(Stored items)
·····
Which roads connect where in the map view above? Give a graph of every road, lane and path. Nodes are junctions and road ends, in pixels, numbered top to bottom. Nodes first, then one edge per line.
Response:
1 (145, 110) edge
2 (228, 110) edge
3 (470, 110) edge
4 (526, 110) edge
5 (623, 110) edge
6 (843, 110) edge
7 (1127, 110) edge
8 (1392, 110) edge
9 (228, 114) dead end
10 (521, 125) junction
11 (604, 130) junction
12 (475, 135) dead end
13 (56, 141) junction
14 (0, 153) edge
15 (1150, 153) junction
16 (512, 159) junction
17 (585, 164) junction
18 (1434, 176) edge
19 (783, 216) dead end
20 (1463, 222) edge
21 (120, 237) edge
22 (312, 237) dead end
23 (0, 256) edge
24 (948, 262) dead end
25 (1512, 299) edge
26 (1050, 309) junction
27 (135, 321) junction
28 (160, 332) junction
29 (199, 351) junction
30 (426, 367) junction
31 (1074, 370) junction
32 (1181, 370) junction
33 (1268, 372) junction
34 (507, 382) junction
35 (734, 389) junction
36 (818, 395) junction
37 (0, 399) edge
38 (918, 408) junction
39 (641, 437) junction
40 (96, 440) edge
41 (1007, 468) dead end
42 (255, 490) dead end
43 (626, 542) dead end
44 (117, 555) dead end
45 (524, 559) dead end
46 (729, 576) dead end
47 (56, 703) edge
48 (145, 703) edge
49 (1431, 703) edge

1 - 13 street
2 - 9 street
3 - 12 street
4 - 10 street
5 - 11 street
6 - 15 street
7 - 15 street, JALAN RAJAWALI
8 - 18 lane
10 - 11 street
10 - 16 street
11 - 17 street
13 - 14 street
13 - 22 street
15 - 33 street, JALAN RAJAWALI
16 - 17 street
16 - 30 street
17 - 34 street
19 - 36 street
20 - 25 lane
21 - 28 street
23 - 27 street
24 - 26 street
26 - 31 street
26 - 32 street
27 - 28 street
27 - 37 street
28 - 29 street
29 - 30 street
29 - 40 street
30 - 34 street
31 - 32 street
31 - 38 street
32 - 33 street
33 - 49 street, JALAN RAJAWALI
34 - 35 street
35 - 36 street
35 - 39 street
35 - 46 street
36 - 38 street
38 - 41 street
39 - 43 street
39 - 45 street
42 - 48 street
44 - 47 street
·····
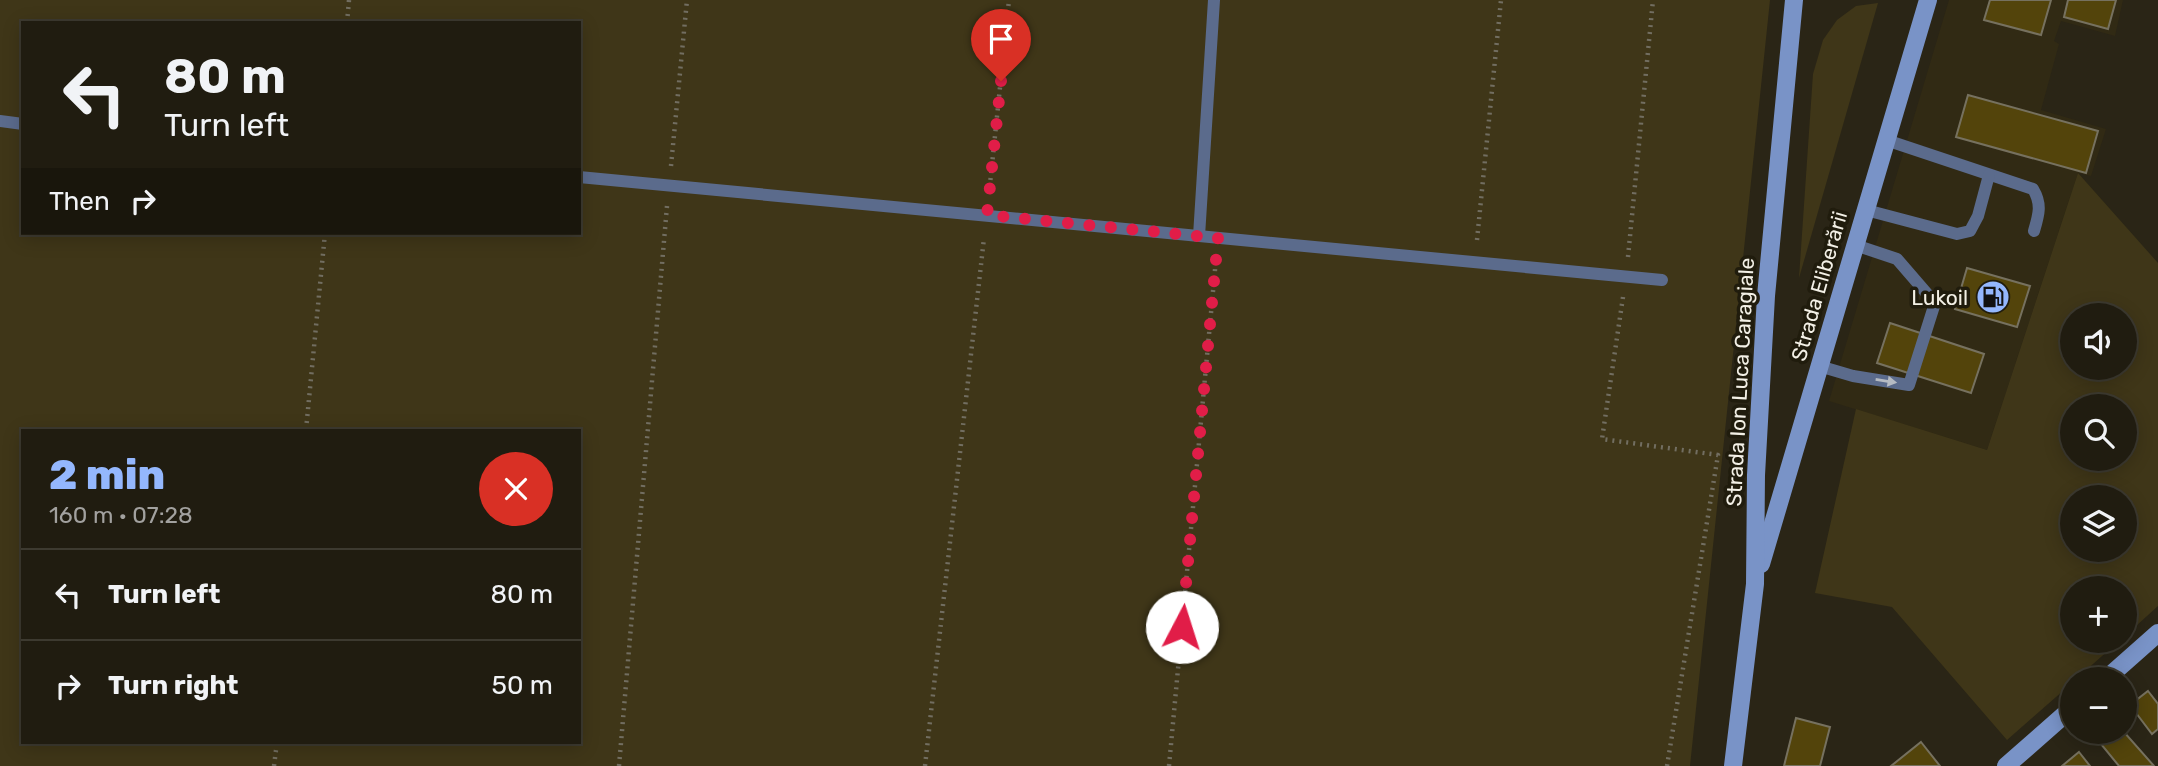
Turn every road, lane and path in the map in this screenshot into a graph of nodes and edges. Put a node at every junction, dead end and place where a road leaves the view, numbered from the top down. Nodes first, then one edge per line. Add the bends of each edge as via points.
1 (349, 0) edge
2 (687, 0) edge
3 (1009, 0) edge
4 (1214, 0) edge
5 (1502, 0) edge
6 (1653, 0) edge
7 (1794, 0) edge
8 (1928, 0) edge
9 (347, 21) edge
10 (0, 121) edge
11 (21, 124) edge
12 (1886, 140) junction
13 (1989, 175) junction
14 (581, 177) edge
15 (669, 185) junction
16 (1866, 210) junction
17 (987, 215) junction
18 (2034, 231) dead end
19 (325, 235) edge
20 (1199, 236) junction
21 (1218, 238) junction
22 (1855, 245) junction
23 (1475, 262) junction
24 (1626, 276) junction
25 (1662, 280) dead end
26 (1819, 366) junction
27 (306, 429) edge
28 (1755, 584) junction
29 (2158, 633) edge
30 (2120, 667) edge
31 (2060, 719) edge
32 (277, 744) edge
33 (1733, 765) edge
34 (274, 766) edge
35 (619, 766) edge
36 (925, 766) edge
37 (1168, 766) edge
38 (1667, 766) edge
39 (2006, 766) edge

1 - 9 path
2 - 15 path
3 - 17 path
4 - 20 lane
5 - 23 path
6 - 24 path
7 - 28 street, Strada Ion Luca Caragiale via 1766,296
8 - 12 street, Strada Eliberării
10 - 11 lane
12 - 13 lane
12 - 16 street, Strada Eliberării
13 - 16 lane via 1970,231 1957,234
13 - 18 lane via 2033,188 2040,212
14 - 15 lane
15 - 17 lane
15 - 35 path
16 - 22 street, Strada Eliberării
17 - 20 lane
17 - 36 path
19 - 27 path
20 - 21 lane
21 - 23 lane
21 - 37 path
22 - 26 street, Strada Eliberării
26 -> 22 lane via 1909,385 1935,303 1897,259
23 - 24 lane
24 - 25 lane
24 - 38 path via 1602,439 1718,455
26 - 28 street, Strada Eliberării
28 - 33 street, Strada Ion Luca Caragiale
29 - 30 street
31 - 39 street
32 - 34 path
·····
Taking the records above as a whole, work out how many of their lines hold the word "JALAN". The reply should be that number alone.

3